The Palau de la Musica Catalana got its start early in the twentieth century because a local choral society wanted a place to perform. The result is a world class venue that offers concerts from Baroque to Rock. A lot of them. The hall is active over 300 nights a year.
Because the hall is located in the heart of the old city where streets are more like alleys and space is tight, there is no grand approach to this decorative building. So why put so much effort and expense into an ornate exterior? The architect, Lluis Domènech Montaner, thought that someday the surrounding buildings might be demolished. So far, they have not.
We began our tour on the ground floor. Besides the lobby, there is a restaurant where once there were offices, and a space for rehearsals and small performances.
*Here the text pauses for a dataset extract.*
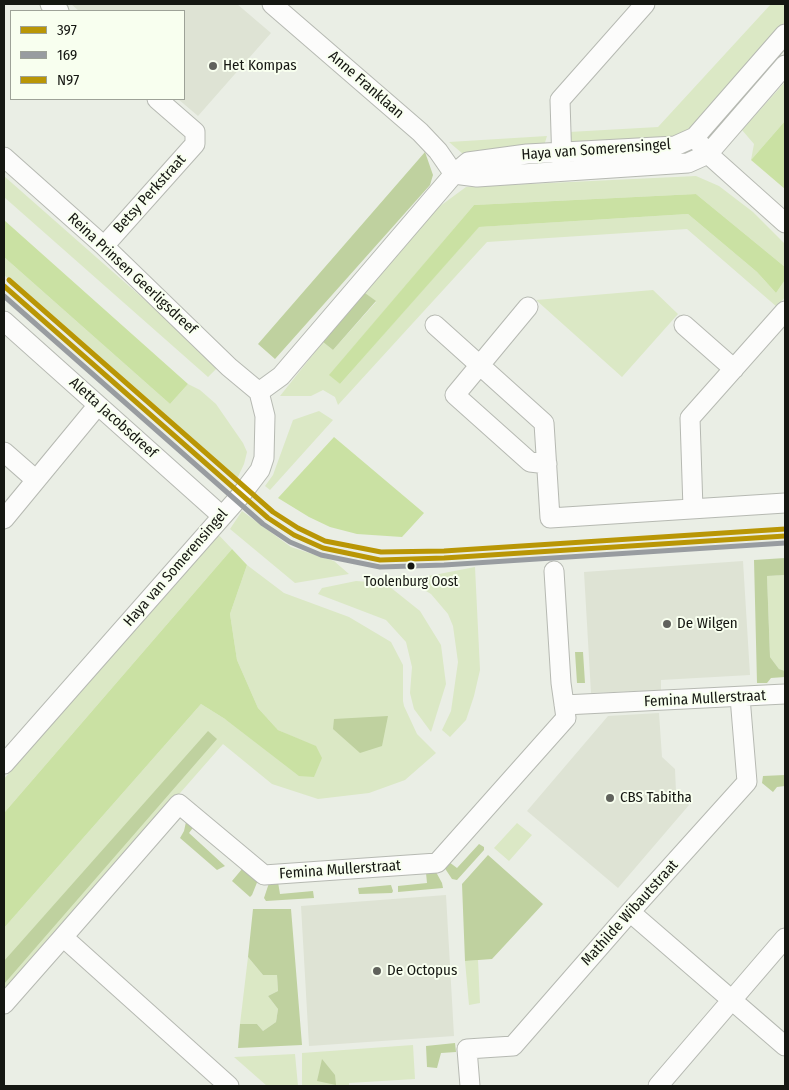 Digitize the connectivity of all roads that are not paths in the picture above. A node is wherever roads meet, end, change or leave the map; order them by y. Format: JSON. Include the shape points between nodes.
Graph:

Even the door handles are beautiful.
As we climbed the stairs to the main hall, we noticed the unusual tile ceiling along the stairway and the even more unusual glass posts supporting the railings.
Because buildings in the area are packed so tightly, they can be dark. Montaner made sure that was not the case here by use of huge windows and a magnificent skylight.
Outside the main hall is a ”smoking room” used at Intermission. Its rather austere look was due to budgetary constraints. In fact, it was so dull the only photo I took was of the chandelier. Not so the adjoining balcony.
In the modern wing of the building, recently constructed to house a music school, there is a stairway with a rather nice chandelier made to look like organ pipes.
Like you, I have never before seen glass supports used like that.
I left out a full description. The entire building is supported by ironwork, including the bannisters. If you look inside the glass cylinders, you can see a twisted iron rod. The glass is not just decoration, though. It keeps the iron from rusting.